Single by Rose Royce

from the album Car Wash: Original Motion Picture Soundtrack
- B-side: "Sunrise" (US); "Put Your Money Where Your Mouth Is" (International);
- Released: December 1976
- Recorded: 1976
- Genre: Soul
- Length: 3:56
- Label: MCA/Whitfield
- Songwriter: Norman Whitfield
- Producer: Norman Whitfield

Rose Royce singles chronology
| "Car Wash" (1976) | "I Wanna Get Next To You" (1976) | "I'm Going Down" (1977) |

= I Wanna Get Next to You =

"I Wanna Get Next to You" is a 1976 soul single written, composed and produced by the American songwriter and producer Norman Whitfield, and most famously sung by American R&B band Rose Royce. It is the third official single from the Car Wash soundtrack. The song has also become a staple on oldies radio and on adult contemporary stations. It was the group's second and final top ten hit on the pop chart.

==Background==
The song talks about how a narrator pleads love for a beautiful woman, except that the young woman is unkind, and does not understand his affection for her, as he wastes his own money calling her, but she does not respond, regardless, he still wants to "get next to" her. This theme is expressed clearly and concisely in the lyrics of the song's first verse:Sitting here in this chair, waiting on you / oh, baby to see things my way.
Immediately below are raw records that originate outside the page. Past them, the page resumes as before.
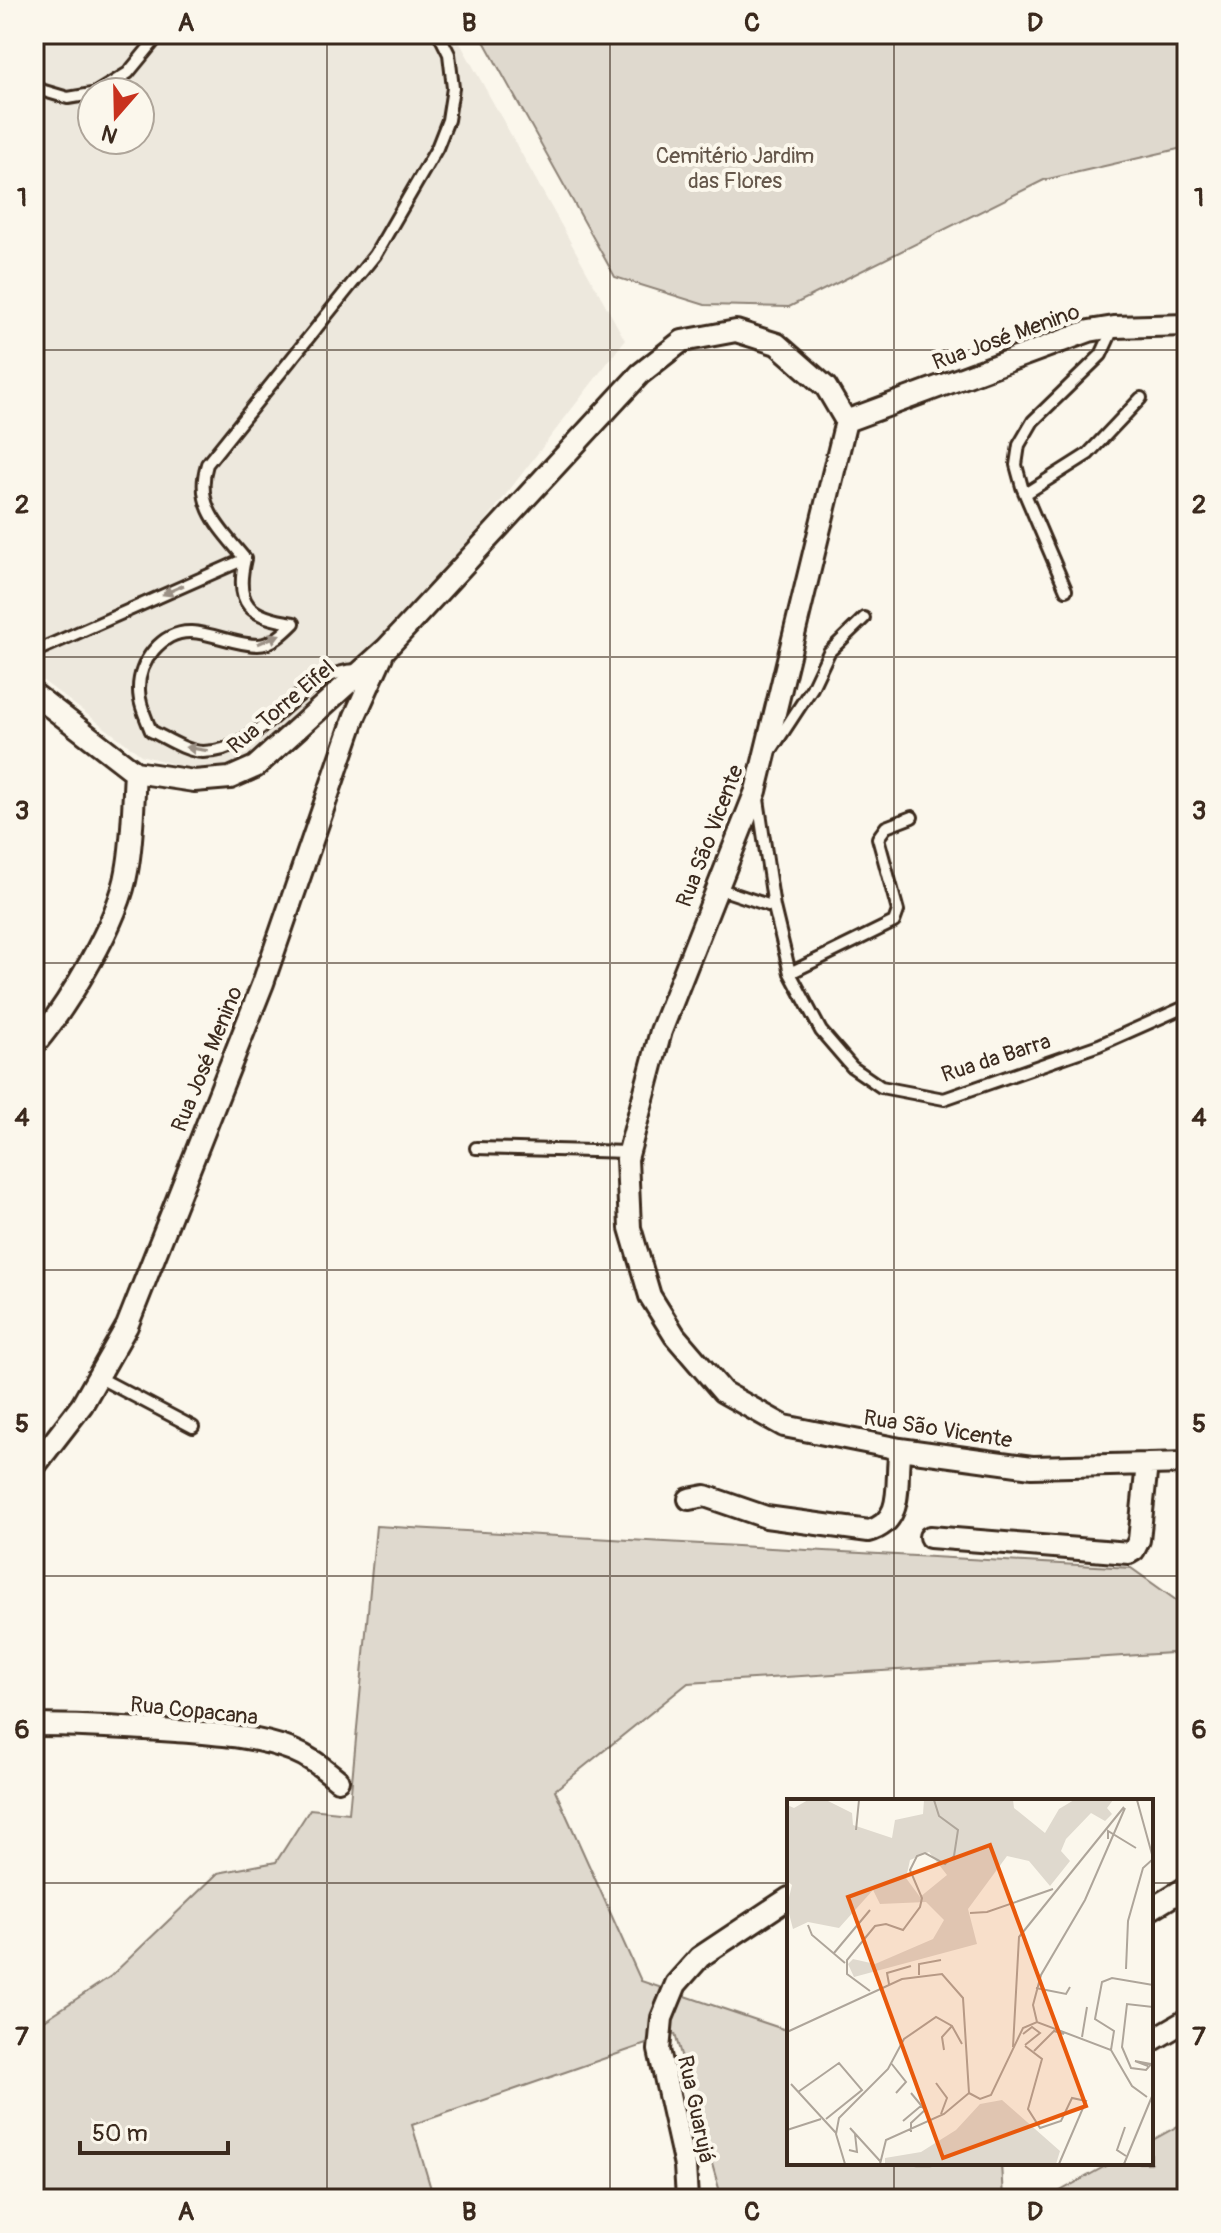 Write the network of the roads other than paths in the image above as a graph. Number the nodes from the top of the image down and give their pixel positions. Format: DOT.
graph roads {
  1 [pos="160,34"];
  2 [pos="439,34"];
  3 [pos="123,76"];
  4 [pos="34,88"];
  5 [pos="76,97"];
  6 [pos="1187,325"];
  7 [pos="1114,327"];
  8 [pos="1141,398"];
  9 [pos="846,421"];
  10 [pos="1025,494"];
  11 [pos="245,559"];
  12 [pos="1066,590"];
  13 [pos="864,618"];
  14 [pos="386,649"];
  15 [pos="34,652"];
  16 [pos="361,670"];
  17 [pos="34,694"];
  18 [pos="764,759"];
  19 [pos="135,772"];
  20 [pos="756,791"];
  21 [pos="912,817"];
  22 [pos="717,888"];
  23 [pos="774,907"];
  24 [pos="790,973"];
  25 [pos="1187,1006"];
  26 [pos="42,1023"];
  27 [pos="34,1045"];
  28 [pos="476,1148"];
  29 [pos="629,1152"];
  30 [pos="98,1377"];
  31 [pos="193,1427"];
  32 [pos="900,1449"];
  33 [pos="1187,1463"];
  34 [pos="1147,1464"];
  35 [pos="34,1467"];
  36 [pos="689,1499"];
  37 [pos="930,1537"];
  38 [pos="34,1725"];
  39 [pos="338,1780"];
  40 [pos="1187,1887"];
  41 [pos="787,1899"];
  42 [pos="1153,1908"];
  43 [pos="1187,2020"];
  44 [pos="1153,2040"];
  45 [pos="687,2199"];
  1 -- 3 [label="lane"];
  2 -- 11 [label="lane"];
  4 -- 5 [label="lane"];
  6 -- 7 [label="street, Rua José Menino"];
  7 -- 9 [label="street, Rua José Menino"];
  7 -- 10 [label="lane"];
  8 -- 10 [label="lane"];
  9 -- 14 [label="street"];
  9 -- 18 [label="street, Rua São Vicente"];
  10 -- 12 [label="lane"];
  11 -- 15 [label="lane, one-way"];
  16 -- 11 [label="lane, one-way"];
  13 -- 18 [label="lane"];
  14 -- 16 [label="street, Rua Torre Eifel"];
  14 -- 30 [label="street, Rua José Menino"];
  16 -- 19 [label="street, Rua Torre Eifel"];
  17 -- 19 [label="street, Rua Torre Eifel"];
  18 -- 20 [label="street, Rua São Vicente"];
  19 -- 26 [label="street"];
  20 -- 22 [label="street, Rua São Vicente"];
  20 -- 23 [label="lane, Rua da Barra"];
  21 -- 24 [label="lane"];
  22 -- 23 [label="lane"];
  22 -- 29 [label="street, Rua São Vicente"];
  23 -- 24 [label="lane, Rua da Barra"];
  24 -- 25 [label="lane, Rua da Barra"];
  26 -- 27 [label="street"];
  28 -- 29 [label="lane"];
  29 -- 32 [label="street, Rua São Vicente"];
  30 -- 31 [label="lane"];
  30 -- 35 [label="street, Rua José Menino"];
  32 -- 34 [label="street, Rua São Vicente"];
  32 -- 36 [label="street"];
  33 -- 34 [label="street, Rua São Vicente"];
  34 -- 37 [label="street"];
  38 -- 39 [label="street, Rua Copacana"];
  40 -- 42 [label="street"];
  41 -- 45 [label="street, Rua Guarujá"];
  43 -- 44 [label="street"];
}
But not a word do you say. / You won't even look my way, yeah

Girl I'm spending my dimes, / wasting my time

Talking 'til I'm black and blue. / Oh, can't you see I wanna get next to you? Unlike most Rose Royce songs, "I Wanna Get Next to You" does not feature typical lead vocalist Gwen Dickey; rather, it showcases male lead vocals from one of the band's trumpeters, Kenny Copeland.

==Chart performance==
"I Wanna Get Next to You" became Rose Royce's second top 10 single on the US Billboard Hot 100, peaking at No. 10; it peaked at No. 3 on Billboards Hot Soul Singles chart and at No. 9 on Billboards Easy Listening chart. The song peaked at No. 10 on the Cashbox Top 100 Singles chart, spending two weeks in the top 10. The song's strongest showing was on Record World magazine's Top Singles Chart which had it peaking at No. 8 on May 7, 1977, and spending four weeks in the top 10.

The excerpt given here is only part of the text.